Wal-Mart apparently had underestimated just how much its customer base had gotten clobbered by this economic “recovery” that the Fed had so wisely engineered with Wall Street. As these folks are trying to make ends meet by watching what they’re spending, merchandise has piled up at Wal-Mart stores across the country, and ballooned 6.9% in the second quarter, while sales grew an anemic 2%, in line with inflation. But Wal-Mart had opened a bunch of new stores, and on a same-store basis, sales actually fell 0.3%.
“We are managing our inventory appropriately,” David Tovar, a Wal-Mart spokesman, told Bloomberg to assuage frazzled investors who’d started dumping the stock the moment the email surfaced. “We feel good about our inventory position,” he said, possibly one eye on a ShopperTrak report that forecast retail sales growth for the holiday selling season of only 2.4%, barely at the rate of inflation and nothing more. It would be the worst performance since 2009.
But there was another problem, one related to Wall Street. To please investors by showing earnings growth despite crummy sales, Wal-Mart did what all good American companies did: it cut its workforce – by 120,000 over the past few years, down to 1.3 million, while at the same time adding 500 new stores in the US. Investors were pleased. The company was moving in the right direction. The stock went up. But given the shortage of manpower, merchandise has had trouble making it to the shelf – to the point where customers complained about the empty-shelf syndrome. And that too put a damper on sales.
It’s tough when your customers, a large cross-section of American consumers, have to tighten their belts. Whatever economy the Fed “fixed,” it didn’t fix their economy.
But there are winners, and they don’t buy at Wal-Mart. They’ve recently been coming out of the woodwork to thank the Fed. Warren Buffett, perhaps the largest beneficiary in the world of the Fed’s policies, praised the Fed on CNBC last week. “Since the panic of five years ago, he’s done a terrific job,” he said about Chairman Bernanke. The next day, he elevated the Fed to the “greatest hedge fund in history” – huge complement – and raved about how many billions it was raking in annually. Yup, with the trillions it had printed.

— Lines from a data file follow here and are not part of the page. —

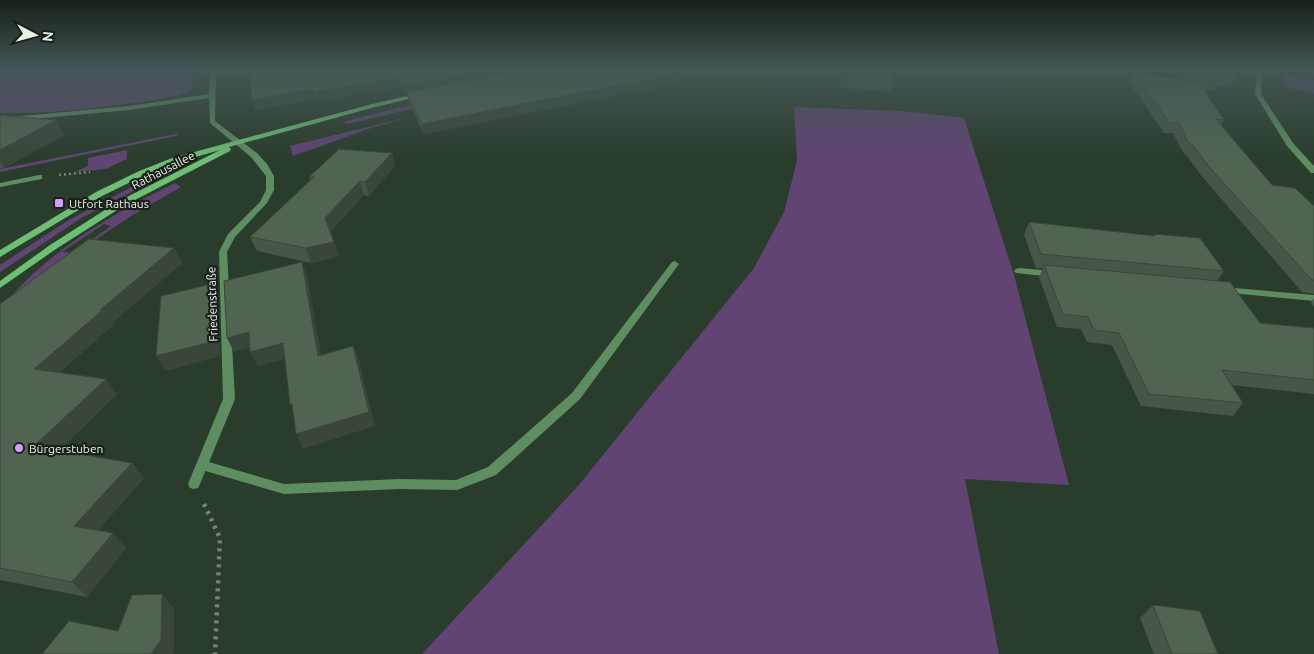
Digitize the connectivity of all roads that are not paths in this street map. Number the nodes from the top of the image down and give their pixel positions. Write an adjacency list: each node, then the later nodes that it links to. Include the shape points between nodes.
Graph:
1 (187, 100): 5 (street)
2 (211, 100): 6 (street, Friedenstraße, via 212,122)
3 (400, 100): 6 (street, Rathausallee)
4 (1262, 100): 7 (street, via 1290,144)
5 (0, 120)
6 (236, 143): 10 (street, Rathausallee, via 175,160 140,174 99,194); 14 (street, Rathausallee, via 122,203); 17 (street, Friedenstraße, via 264,166 270,176 270,190 263,203 231,236 223,252 229,399)
7 (1314, 172)
8 (39, 178): 9 (street)
9 (0, 185)
10 (0, 254)
11 (675, 264): 17 (street, via 576,396 492,471 457,485 284,489)
12 (1019, 271): 13 (street)
13 (1067, 276)
14 (0, 285)
15 (1210, 288): 16 (street)
16 (1314, 298)
17 (202, 465): 18 (street, Friedenstraße)
18 (194, 484)

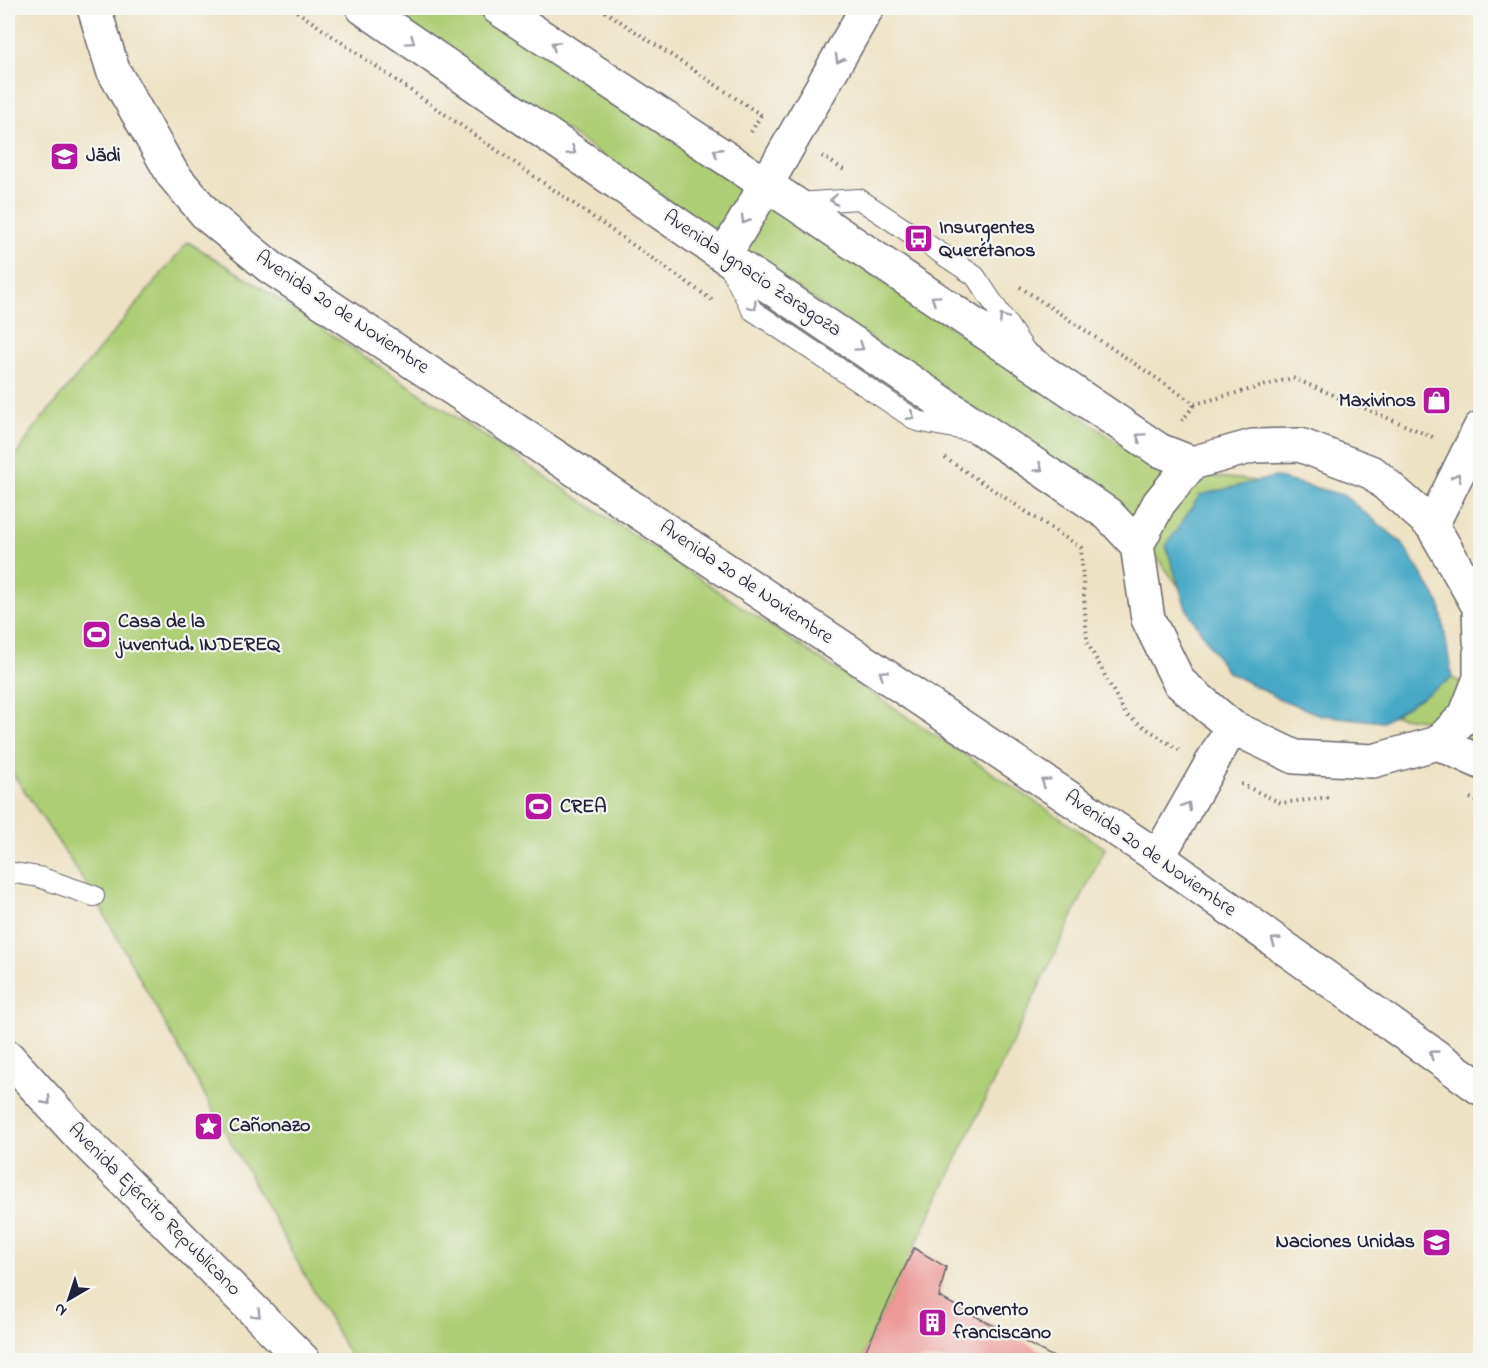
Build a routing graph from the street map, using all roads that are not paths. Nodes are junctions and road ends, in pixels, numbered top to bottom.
1 (94, 8) edge
2 (363, 8) edge
3 (498, 8) edge
4 (867, 8) edge
5 (766, 184) junction
6 (724, 256) junction
7 (1475, 440) edge
8 (1192, 463) junction
9 (1432, 525) junction
10 (1137, 545) junction
11 (1480, 641) edge
12 (1480, 653) edge
13 (1480, 678) edge
14 (1232, 728) junction
15 (1438, 743) junction
16 (1480, 762) edge
17 (1158, 857) junction
18 (8, 872) edge
19 (94, 896) dead end
20 (8, 1057) edge
21 (1480, 1088) edge
22 (303, 1360) edge

17 -> 1 main road, Avenida 20 de Noviembre
2 -> 6 main road, Avenida Ignacio Zaragoza
5 -> 3 main road
4 -> 5 main road
5 -> 6 main road
8 -> 5 main road
6 -> 10 main road, Avenida Ignacio Zaragoza
9 -> 7 main road
8 - 9 main road
8 - 10 main road
9 - 11 main road
10 - 14 main road
12 - 13 main road
13 - 15 main road
14 - 15 main road
17 -> 14 main road
15 - 16 main road
21 -> 17 main road, Avenida 20 de Noviembre
18 - 19 lane
20 -> 22 main road, Avenida Ejército Republicano

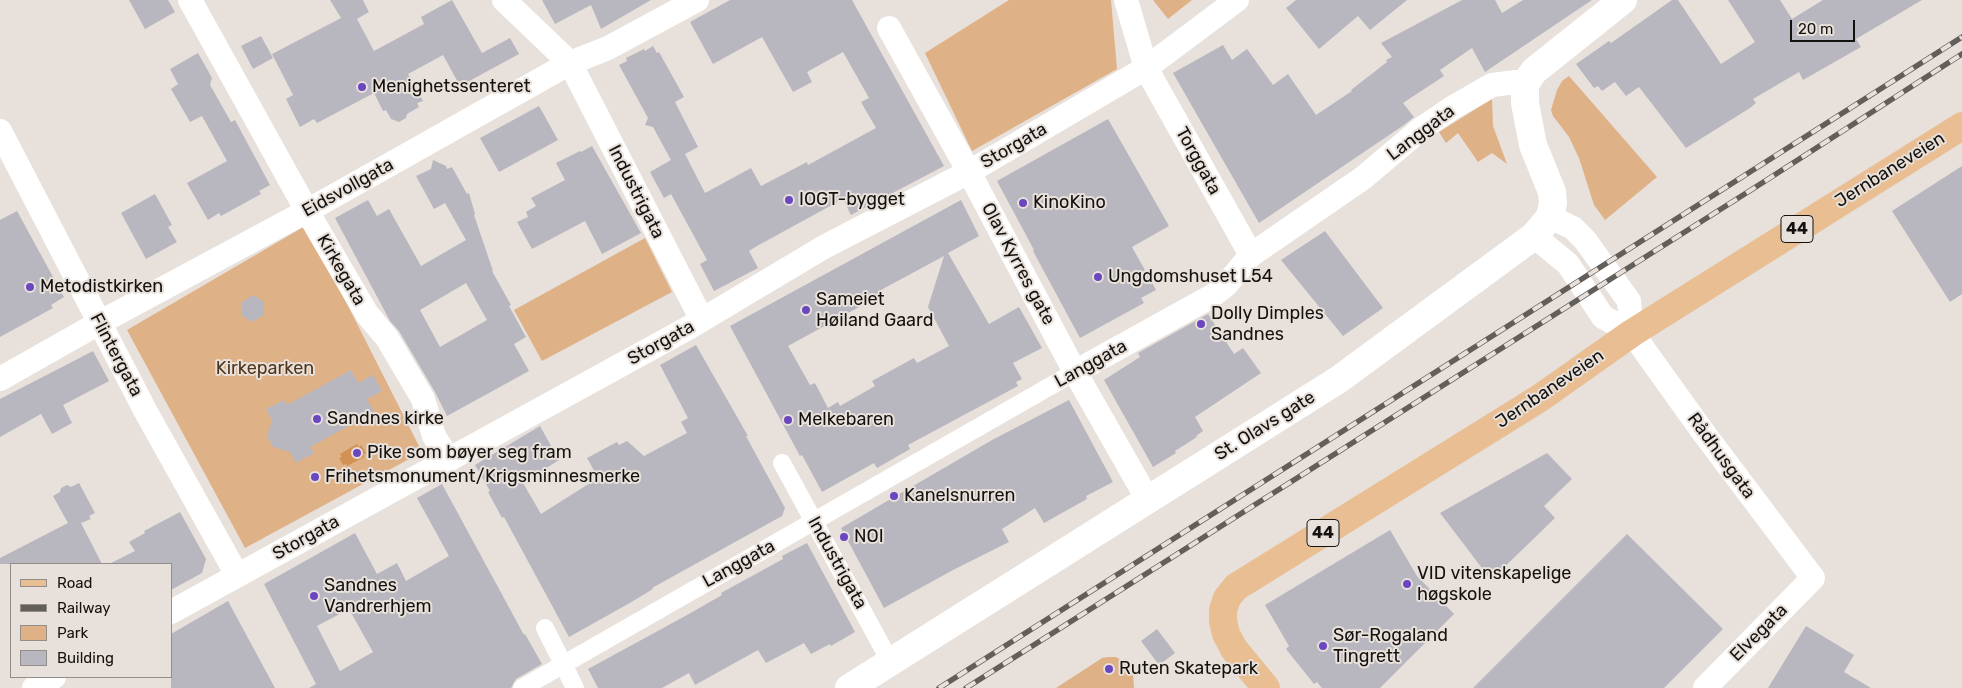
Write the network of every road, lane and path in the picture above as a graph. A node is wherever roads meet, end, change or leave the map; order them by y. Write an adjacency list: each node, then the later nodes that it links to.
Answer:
1 (190, 0): 14 (street, Kirkegata)
2 (504, 0): 8 (street, Industrigata)
3 (696, 0): 8 (street, Eidsvollgata)
4 (1126, 0): 9 (street, Torggata)
5 (1237, 0): 9 (street, Storgata)
6 (1623, 0): 10 (street)
7 (890, 28): 13 (street, Olav Kyrres gate)
8 (570, 64): 14 (street, Eidsvollgata); 17 (street, Industrigata)
9 (1146, 68): 13 (street, Storgata); 16 (street, Torggata)
10 (1525, 84): 15 (street); 16 (street, Langgata)
11 (1962, 126): 19 (main road, Jernbaneveien / 44)
12 (0, 132): 18 (street, Flintergata)
13 (969, 172): 17 (street, Storgata); 20 (street, Olav Kyrres gate)
14 (307, 212): 18 (street, Eidsvollgata); 22 (street, Kirkegata)
15 (1542, 227): 19 (street); 24 (street, St. Olavs gate)
16 (1250, 255): 20 (street, Langgata)
17 (702, 320): 22 (street, Storgata)
18 (99, 323): 21 (street, Eidsvollgata); 26 (street, Flintergata)
19 (1632, 333): 27 (street, Rådhusgata); 37 (main road, Jernbaneveien / 44)
20 (1075, 372): 24 (street, Olav Kyrres gate); 25 (street, Langgata)
21 (0, 379)
22 (449, 460): 26 (street, Storgata)
23 (782, 463): 25 (street, Industrigata)
24 (1148, 500): 30 (street, St. Olavs gate)
25 (814, 522): 30 (street, Industrigata); 31 (street, Langgata)
26 (237, 575): 28 (street, Storgata)
27 (1813, 578): 38 (street, Elvegata)
28 (172, 611)
29 (545, 628): 31 (street)
30 (891, 663): 36 (street, St. Olavs gate)
31 (562, 665): 34 (street, Langgata); 35 (street)
32 (52, 678): 33 (street)
33 (34, 688)
34 (522, 688)
35 (575, 688)
36 (849, 688)
37 (1266, 688)
38 (1705, 688)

This is how far we’ve come: it’s suddenly considered the epitome of success when an omnipotent quasi-non-governmental entity – one that claims to manage the economy and claims to be concerned about employment and other economic fundamentals – becomes the “greatest hedge fund in history.”
Then it was corporate raider Carl Icahn, another huge beneficiary of the Fed’s policies, who tweeted, “Our country owes Bernanke a great deal for pulling us out of the mess several of the largest investment banks go us into in ‘08.” Perhaps he hasn’t talked to a Wal-Mart shopper in years.
At Bloomberg Markets 50 Summit yesterday, it got outright funny when JPMorgan Vice Chairman Jimmy Lee and Blackstone Group Chairman and CEO Steve Schwarzman were discussing the current LBO frenzy that the Fed’s policies have fostered, and that they themselves have milked, along with a slew of other frenzies. Business Insider took notes:
“There is some sort of echo of the 80s,” Lee said, remembering the LBO insanity of that time. “Behavior that is non-acceptable, it starts creeping up and become more acceptable. I wouldn’t be surprised to see a private equity firm do something more unusual.”
“It’s back… it’s like Freddy Krueger,” Schwarzman said, referring to the disfigured serial killer of the 1980s movie series, A Nightmare on Elm Street.
“That movie didn’t end well,” Lee said.
Because no frenzy ends well. But that’s all the Fed with its policies has stimulated in the economy. The winners are loving it. The hapless Wal-Mart shoppers not so much.